Disney Plus has the new series “Life & Beth” (March 18), which stars Amy Schumer (who also created the show, wrote and directed) as a seemingly successful woman who has to come to terms with her past after she gets earth-shattering news.

Global TV has the new reality show “Beyond the Edge” (March 16, 9 p.m., also on StackTV), in which celebrities like former “Bachelor” Colton Underwood, “American Idol” runner-up Lauren Alaina, Real Housewife of New York Eboni K. Williams and former supermodel Paulina Porizkova spend two weeks in the Panamanian jungle to raise money for charity.
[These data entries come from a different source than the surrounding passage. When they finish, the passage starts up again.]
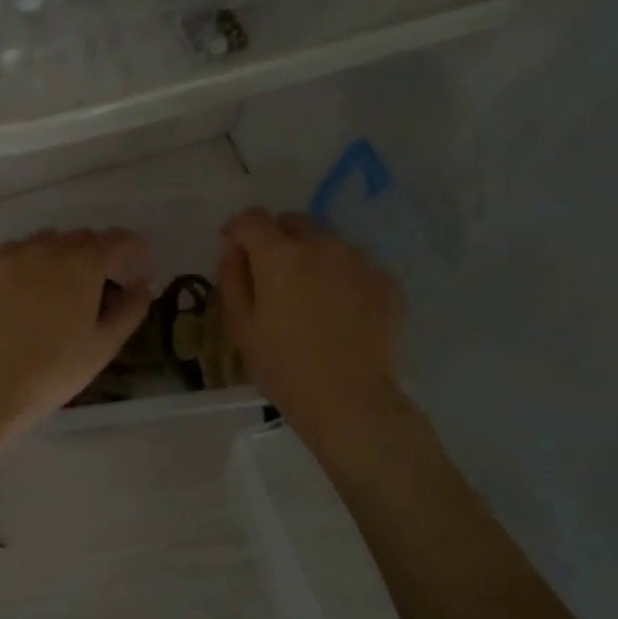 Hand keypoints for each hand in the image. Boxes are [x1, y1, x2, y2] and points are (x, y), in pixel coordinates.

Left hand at [0, 228, 153, 426]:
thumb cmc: (57, 368)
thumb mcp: (105, 343)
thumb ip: (132, 307)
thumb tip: (144, 281)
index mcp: (83, 264)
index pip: (118, 240)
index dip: (133, 248)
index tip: (138, 261)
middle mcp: (48, 248)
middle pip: (82, 237)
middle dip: (98, 251)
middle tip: (102, 278)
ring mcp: (13, 255)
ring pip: (48, 239)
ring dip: (63, 251)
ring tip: (63, 280)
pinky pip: (17, 250)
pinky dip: (31, 259)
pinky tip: (30, 283)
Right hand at [219, 209, 406, 450]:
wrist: (350, 400)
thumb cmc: (283, 367)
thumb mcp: (241, 326)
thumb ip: (232, 278)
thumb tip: (233, 249)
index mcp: (279, 255)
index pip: (251, 218)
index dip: (237, 230)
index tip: (233, 251)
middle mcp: (322, 245)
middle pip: (293, 222)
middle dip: (276, 239)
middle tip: (270, 275)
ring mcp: (359, 260)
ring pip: (326, 241)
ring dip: (310, 256)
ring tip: (307, 296)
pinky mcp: (385, 280)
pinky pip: (353, 265)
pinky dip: (339, 276)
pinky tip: (337, 311) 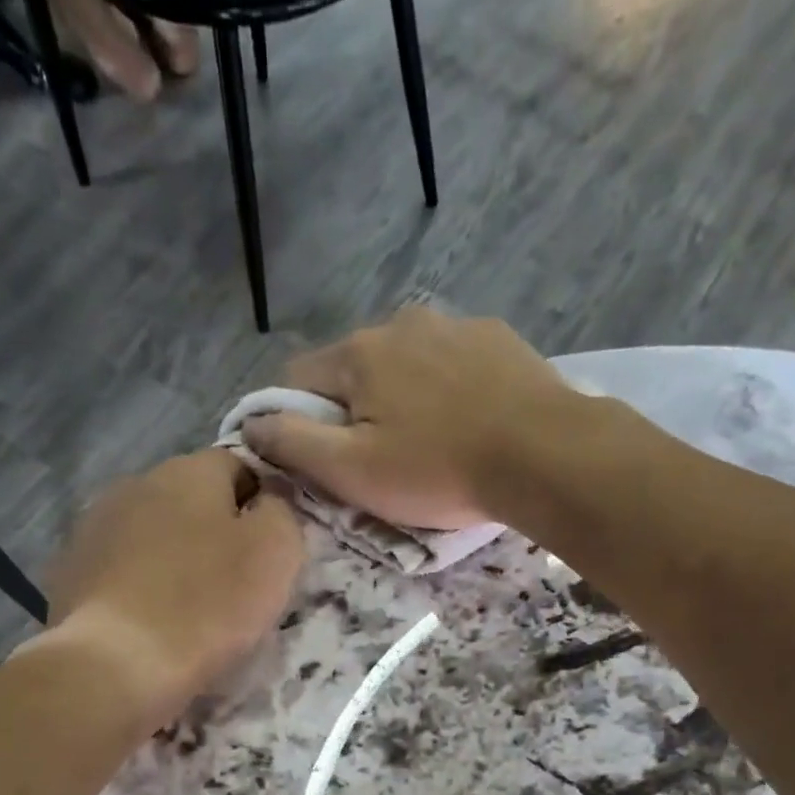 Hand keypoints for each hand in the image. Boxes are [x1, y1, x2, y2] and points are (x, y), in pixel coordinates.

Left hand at [46, 451, 304, 721]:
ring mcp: (94, 525)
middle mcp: (136, 483)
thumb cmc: (208, 605)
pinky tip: (147, 619)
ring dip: (171, 556)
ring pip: (150, 532)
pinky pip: (118, 567)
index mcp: (189, 471)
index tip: (267, 550)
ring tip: (187, 605)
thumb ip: (280, 511)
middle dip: (212, 530)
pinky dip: (136, 584)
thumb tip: (268, 498)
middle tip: (232, 581)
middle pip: (189, 498)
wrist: (117, 665)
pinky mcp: (68, 569)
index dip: (259, 504)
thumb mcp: (275, 553)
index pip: (238, 465)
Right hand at [240, 307, 588, 529]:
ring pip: (405, 365)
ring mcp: (455, 324)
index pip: (298, 378)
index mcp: (358, 353)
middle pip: (354, 370)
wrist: (545, 455)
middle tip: (380, 461)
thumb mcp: (352, 471)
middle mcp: (401, 323)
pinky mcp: (498, 338)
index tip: (319, 459)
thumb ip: (292, 444)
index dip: (296, 420)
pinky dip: (447, 390)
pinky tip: (468, 423)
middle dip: (354, 411)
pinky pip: (451, 364)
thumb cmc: (438, 470)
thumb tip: (249, 423)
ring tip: (430, 444)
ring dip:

CTV and CTV.ca have the concert special “An Audience With Adele,” filmed at London’s Palladium, on March 20 at 9 p.m.

NOTE: The listings here are in Eastern Standard Time and I’ve verified the times where possible, but it’s always best to check listings for your own area. The selection of programs reviewed reflects what I’m given access to by networks and streamers, whether reviews are embargoed, how many shows I have time to watch and my own personal taste. The Odds and Ends section includes shows that I have not watched.